Work required: Print the entries verbatim, leaving out the images they contain.

Material supplied:
╔══
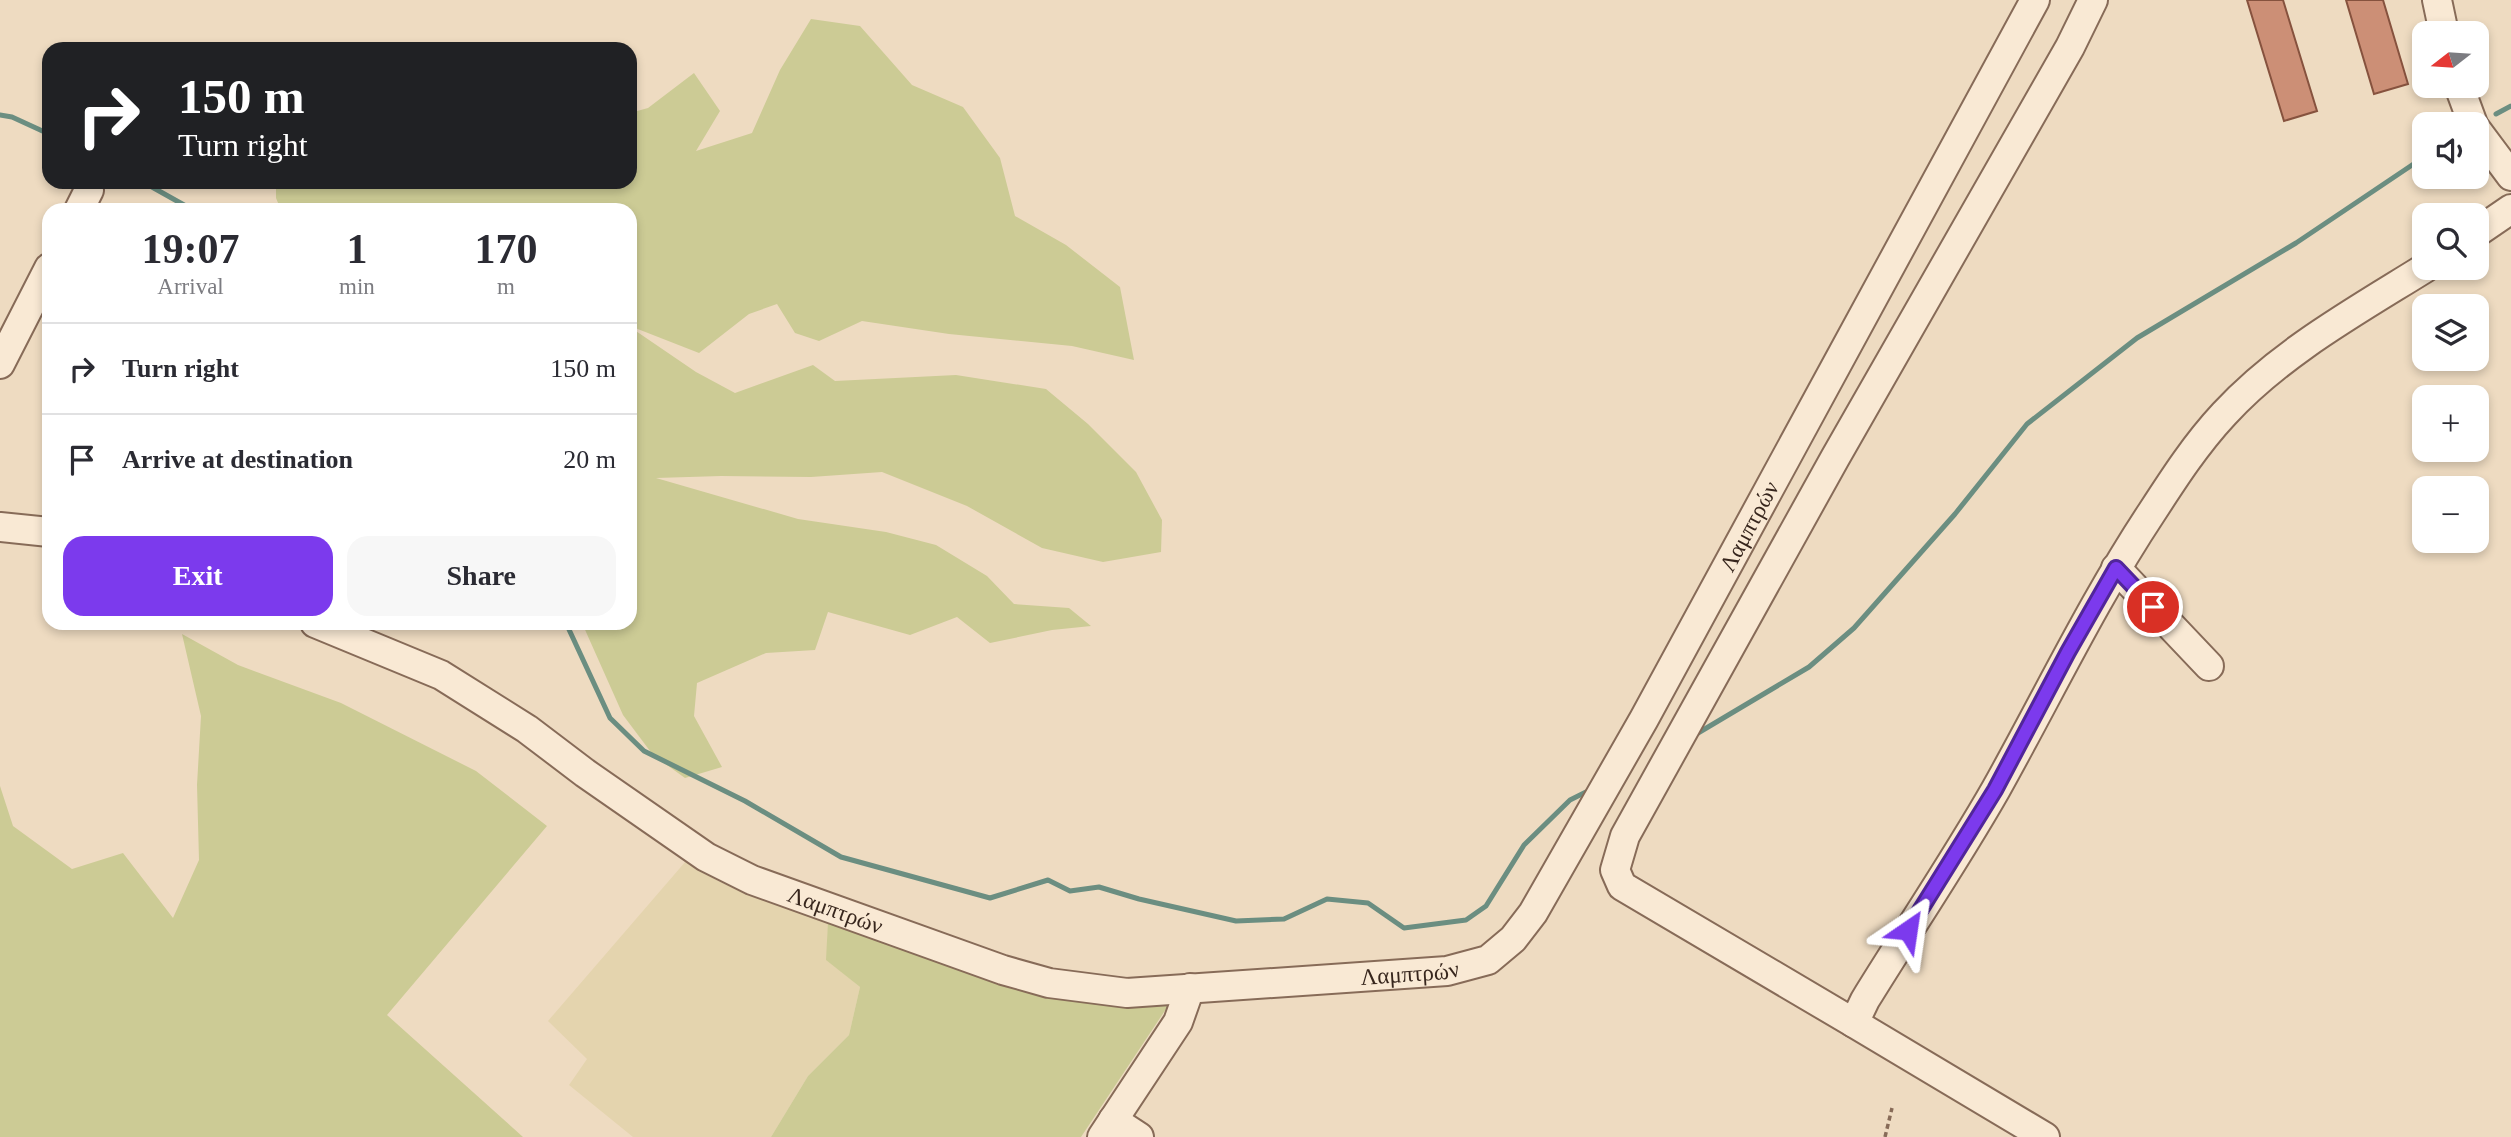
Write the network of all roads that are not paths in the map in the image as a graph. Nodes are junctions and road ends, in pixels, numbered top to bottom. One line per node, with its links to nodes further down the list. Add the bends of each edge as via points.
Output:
1 (2035, 0): 17 (street, Λαμπτρών, via 1644,719 1513,940 1488,960 1447,971)
2 (2093, 0): 18 (street, via 1704,691 1625,836 1615,870 1622,886 1631,892)
3 (2437, 0): 4 (street)
4 (2441, 21)
5 (2489, 146): 6 (street)
6 (2511, 176)
7 (2511, 209): 8 (street)
8 (2489, 224)
9 (2412, 276): 14 (street, via 2300,348 2250,388 2185,461)
10 (42, 282): 11 (street)
11 (0, 364)
12 (0, 527): 13 (street)
13 (42, 531)
14 (2116, 568): 16 (street); 18 (street, via 1995,790)
15 (332, 630): 17 (street, Λαμπτρών, via 441,675 527,729 706,857 752,880 1049,983 1127,993)
16 (2209, 666)
17 (1190, 988): 19 (street, via 1178,1022)
18 (1854, 1023): 21 (street)
19 (1107, 1128): 20 (street)
20 (1139, 1137)
21 (2045, 1137)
╚══
Your solution:
Write the network of all roads that are not paths in the map in the image as a graph. Nodes are junctions and road ends, in pixels, numbered top to bottom. One line per node, with its links to nodes further down the list. Add the bends of each edge as via points.
Output:
1 (2035, 0): 17 (street, Λαμπτρών, via 1644,719 1513,940 1488,960 1447,971)
2 (2093, 0): 18 (street, via 1704,691 1625,836 1615,870 1622,886 1631,892)
3 (2437, 0): 4 (street)
4 (2441, 21)
5 (2489, 146): 6 (street)
6 (2511, 176)
7 (2511, 209): 8 (street)
8 (2489, 224)
9 (2412, 276): 14 (street, via 2300,348 2250,388 2185,461)
10 (42, 282): 11 (street)
11 (0, 364)
12 (0, 527): 13 (street)
13 (42, 531)
14 (2116, 568): 16 (street); 18 (street, via 1995,790)
15 (332, 630): 17 (street, Λαμπτρών, via 441,675 527,729 706,857 752,880 1049,983 1127,993)
16 (2209, 666)
17 (1190, 988): 19 (street, via 1178,1022)
18 (1854, 1023): 21 (street)
19 (1107, 1128): 20 (street)
20 (1139, 1137)
21 (2045, 1137)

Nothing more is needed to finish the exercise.